Task to complete |
Within this material, find every line where the string "other" appears, and copy it out.

----------------

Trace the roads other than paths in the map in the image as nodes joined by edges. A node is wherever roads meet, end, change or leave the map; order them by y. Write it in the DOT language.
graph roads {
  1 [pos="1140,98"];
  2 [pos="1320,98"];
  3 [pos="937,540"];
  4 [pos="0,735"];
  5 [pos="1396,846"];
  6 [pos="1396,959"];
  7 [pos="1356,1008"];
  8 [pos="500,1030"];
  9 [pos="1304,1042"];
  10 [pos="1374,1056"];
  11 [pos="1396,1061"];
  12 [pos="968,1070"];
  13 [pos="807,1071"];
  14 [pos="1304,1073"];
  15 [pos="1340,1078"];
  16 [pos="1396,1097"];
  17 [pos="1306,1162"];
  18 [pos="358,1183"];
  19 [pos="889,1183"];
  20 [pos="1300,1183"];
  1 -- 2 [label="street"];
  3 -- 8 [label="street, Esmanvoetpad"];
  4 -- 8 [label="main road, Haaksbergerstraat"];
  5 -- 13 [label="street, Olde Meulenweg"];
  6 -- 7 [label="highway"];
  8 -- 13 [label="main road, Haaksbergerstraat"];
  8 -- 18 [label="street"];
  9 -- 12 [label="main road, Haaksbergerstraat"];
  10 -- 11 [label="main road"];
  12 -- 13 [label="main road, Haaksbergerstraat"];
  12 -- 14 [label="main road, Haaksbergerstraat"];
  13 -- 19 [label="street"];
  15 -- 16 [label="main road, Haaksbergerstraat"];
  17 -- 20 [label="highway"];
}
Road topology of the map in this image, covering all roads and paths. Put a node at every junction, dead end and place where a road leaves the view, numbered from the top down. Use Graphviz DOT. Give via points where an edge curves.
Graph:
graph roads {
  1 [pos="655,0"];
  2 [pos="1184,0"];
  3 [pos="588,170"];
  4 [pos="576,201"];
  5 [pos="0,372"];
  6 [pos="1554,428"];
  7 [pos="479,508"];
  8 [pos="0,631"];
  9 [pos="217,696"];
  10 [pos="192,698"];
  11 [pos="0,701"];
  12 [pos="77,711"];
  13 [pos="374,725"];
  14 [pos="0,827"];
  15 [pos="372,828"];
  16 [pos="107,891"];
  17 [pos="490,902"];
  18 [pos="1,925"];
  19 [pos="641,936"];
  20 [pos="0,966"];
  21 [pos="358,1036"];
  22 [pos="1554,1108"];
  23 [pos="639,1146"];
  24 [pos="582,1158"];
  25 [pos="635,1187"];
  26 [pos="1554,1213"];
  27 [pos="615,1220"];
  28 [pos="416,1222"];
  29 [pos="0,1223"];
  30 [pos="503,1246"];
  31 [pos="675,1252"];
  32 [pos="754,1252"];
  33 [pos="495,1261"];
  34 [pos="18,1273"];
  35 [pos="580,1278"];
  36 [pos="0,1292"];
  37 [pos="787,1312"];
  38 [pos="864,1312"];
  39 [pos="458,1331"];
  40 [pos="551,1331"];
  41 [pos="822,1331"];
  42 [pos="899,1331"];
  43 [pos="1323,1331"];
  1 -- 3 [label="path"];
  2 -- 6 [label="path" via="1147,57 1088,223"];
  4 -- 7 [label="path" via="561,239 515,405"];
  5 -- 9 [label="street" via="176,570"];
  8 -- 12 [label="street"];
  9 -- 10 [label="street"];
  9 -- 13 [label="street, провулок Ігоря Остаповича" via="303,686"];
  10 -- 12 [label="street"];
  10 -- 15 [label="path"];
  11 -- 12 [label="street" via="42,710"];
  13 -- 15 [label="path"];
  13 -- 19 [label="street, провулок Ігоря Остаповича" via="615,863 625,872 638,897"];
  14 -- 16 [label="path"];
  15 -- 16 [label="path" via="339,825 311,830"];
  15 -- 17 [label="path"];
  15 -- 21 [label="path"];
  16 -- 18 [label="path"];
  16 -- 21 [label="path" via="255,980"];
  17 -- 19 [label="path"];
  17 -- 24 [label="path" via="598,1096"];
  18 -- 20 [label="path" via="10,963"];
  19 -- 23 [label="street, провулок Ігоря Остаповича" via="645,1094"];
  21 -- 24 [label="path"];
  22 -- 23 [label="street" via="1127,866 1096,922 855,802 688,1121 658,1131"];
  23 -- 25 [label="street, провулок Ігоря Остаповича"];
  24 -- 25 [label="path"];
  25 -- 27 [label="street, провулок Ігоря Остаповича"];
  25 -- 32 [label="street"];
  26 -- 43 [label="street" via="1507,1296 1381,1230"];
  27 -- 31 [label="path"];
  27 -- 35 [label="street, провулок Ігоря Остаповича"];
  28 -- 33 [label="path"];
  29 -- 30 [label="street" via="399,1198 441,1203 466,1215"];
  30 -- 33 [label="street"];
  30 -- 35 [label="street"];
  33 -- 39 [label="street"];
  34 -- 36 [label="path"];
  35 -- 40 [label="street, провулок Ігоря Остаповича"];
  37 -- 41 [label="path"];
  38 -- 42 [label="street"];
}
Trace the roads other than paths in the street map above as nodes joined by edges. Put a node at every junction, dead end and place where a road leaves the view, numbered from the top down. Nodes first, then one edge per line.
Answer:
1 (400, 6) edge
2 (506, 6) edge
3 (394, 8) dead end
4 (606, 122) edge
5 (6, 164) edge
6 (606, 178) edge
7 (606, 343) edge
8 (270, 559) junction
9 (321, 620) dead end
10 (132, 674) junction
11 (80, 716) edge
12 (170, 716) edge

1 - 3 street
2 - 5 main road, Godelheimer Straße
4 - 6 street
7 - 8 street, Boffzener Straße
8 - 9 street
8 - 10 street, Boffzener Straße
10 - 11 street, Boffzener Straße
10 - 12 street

----------------

Solution to this task |
Trace the roads other than paths in the map in the image as nodes joined by edges. A node is wherever roads meet, end, change or leave the map; order them by y. Write it in the DOT language.
Trace the roads other than paths in the street map above as nodes joined by edges. Put a node at every junction, dead end and place where a road leaves the view, numbered from the top down. Nodes first, then one edge per line.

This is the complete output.